In consideration of being permitted to participate in the ionic foot bath treatment, I hereby release, waive, discharge, and covenant not to sue Rachel Johnson or Kula, LLC, it's officers, employees, agents and representatives from any and all liability, claims, demands, actions and causes of action whatsoever arising out of or related to any loss, damage, or injury, including death, that may be sustained by me, or to any property belonging to me, while participating in the treatment, whether caused by the negligence of the company or otherwise.


I understand and acknowledge that the ionic foot bath treatment is not a medical procedure and is not intended to diagnose, treat, cure, or prevent any disease. I have been advised to consult with a qualified healthcare professional before undergoing the treatment, especially if I have any pre-existing medical conditions or concerns.

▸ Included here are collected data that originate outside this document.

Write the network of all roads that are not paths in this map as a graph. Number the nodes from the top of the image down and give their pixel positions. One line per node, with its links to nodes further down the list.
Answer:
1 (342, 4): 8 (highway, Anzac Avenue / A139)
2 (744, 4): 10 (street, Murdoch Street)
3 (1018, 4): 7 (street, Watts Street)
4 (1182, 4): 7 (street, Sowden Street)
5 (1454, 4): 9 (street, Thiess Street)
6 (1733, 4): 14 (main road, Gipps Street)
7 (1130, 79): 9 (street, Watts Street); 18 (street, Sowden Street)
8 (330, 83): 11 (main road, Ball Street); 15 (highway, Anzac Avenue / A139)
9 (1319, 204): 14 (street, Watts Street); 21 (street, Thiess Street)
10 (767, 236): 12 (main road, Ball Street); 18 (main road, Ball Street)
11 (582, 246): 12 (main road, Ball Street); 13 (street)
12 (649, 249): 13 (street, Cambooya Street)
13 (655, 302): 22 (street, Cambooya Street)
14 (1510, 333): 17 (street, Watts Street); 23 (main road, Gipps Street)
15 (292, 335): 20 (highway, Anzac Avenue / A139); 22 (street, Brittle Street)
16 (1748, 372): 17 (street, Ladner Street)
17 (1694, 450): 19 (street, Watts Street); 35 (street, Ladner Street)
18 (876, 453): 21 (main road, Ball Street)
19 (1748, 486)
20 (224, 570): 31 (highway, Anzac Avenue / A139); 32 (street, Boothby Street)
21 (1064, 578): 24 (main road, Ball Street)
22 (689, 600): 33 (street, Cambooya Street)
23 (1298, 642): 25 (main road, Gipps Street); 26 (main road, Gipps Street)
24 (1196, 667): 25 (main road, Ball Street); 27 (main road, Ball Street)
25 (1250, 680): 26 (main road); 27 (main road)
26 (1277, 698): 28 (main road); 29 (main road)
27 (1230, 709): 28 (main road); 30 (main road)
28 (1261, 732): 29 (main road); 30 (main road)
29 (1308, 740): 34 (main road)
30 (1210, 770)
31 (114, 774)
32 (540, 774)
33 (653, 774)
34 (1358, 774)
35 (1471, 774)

I certify that I am fully aware of the risks involved in the ionic foot bath treatment and voluntarily assume all risks associated with my participation. I further agree to indemnify and hold harmless Rachel Johnson and Kula, LLC from any loss, liability, damage, or costs, including court costs and attorney's fees, that may arise out of my partcipation in the treatment.


I understand that there are certain contraindications to receiving an ionic foot bath treatment, including but not limited to:

  • Individuals who are pregnant or breastfeeding

  • Individuals with implanted medical devices, such as pacemakers

  • Individuals with open wounds or infections on their feet

  • Individuals with a history of seizures

  • Individuals with a severe cardiovacular disease


I confirm that I do not have any of the conrtaindications listed above, and I ageee to inform the provider immediately if my medical status changes. I have read this waiver and release of liability, fully undrstand it's terms, and voluntarily agree to be bound by it.